Saved entries
^^^^

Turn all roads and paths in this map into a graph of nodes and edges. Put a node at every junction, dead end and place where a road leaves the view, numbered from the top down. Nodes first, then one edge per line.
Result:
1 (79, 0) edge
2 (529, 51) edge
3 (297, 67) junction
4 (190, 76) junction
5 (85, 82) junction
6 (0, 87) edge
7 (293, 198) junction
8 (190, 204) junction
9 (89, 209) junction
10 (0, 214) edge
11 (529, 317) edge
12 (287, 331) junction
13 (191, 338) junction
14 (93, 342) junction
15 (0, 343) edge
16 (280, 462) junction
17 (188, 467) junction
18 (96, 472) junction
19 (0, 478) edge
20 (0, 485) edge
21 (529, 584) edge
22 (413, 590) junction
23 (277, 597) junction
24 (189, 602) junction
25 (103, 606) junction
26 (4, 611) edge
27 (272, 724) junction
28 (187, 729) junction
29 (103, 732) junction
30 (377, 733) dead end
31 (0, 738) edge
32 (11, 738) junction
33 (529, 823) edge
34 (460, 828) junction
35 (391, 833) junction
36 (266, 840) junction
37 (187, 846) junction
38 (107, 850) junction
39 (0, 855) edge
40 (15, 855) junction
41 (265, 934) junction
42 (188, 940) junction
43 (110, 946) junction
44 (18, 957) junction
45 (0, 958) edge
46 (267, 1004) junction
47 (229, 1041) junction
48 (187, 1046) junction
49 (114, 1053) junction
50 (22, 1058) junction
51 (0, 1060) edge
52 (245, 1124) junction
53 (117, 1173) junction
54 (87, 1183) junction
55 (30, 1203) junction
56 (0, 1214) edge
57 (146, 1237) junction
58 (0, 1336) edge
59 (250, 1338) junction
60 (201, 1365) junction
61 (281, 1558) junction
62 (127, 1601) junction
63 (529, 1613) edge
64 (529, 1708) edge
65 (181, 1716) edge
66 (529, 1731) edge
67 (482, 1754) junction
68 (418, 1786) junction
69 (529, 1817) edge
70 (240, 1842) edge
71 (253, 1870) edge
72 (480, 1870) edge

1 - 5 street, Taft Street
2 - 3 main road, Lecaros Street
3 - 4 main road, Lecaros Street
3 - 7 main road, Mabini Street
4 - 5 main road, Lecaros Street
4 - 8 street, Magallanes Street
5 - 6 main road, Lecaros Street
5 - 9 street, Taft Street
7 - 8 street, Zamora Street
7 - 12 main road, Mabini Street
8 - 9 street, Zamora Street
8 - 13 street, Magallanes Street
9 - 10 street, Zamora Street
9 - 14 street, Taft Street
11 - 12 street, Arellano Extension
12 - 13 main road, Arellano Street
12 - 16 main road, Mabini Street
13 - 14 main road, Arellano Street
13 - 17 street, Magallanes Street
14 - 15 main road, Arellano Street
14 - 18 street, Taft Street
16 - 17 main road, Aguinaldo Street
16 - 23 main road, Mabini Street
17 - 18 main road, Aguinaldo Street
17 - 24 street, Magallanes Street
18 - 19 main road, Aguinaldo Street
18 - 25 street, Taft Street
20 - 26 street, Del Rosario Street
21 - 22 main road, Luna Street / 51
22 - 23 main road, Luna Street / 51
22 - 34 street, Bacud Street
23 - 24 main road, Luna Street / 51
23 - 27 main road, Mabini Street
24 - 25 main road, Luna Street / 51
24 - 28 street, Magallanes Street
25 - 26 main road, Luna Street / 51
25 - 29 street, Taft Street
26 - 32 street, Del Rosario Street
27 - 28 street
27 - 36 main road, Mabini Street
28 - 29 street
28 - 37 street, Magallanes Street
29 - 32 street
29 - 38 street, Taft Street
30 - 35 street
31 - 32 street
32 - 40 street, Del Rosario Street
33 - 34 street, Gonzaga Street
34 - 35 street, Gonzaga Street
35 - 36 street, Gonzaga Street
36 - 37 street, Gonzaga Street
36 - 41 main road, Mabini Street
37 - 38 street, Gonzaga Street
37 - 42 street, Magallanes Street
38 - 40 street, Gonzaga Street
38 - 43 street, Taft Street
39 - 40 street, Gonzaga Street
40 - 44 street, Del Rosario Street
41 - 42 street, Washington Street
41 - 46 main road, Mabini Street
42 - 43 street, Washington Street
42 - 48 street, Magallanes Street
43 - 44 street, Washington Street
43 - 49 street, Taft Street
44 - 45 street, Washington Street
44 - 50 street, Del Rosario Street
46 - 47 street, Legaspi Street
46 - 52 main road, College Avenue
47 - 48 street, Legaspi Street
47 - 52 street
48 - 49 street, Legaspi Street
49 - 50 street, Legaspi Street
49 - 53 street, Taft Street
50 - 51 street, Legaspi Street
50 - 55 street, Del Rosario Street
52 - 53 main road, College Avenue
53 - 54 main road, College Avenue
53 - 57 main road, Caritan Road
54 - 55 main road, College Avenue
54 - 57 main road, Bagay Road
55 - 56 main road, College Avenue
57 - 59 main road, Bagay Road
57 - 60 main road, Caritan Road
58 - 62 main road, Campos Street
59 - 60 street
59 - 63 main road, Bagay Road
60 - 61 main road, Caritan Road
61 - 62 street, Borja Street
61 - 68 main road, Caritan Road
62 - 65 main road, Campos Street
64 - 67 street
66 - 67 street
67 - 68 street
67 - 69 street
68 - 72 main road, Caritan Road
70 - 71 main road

^^^^

# ACTION ITEM
Go through the records line by line and count those that contain the string "Rosario". Answer with the count alone.

# ANSWER TO THIS TASK
6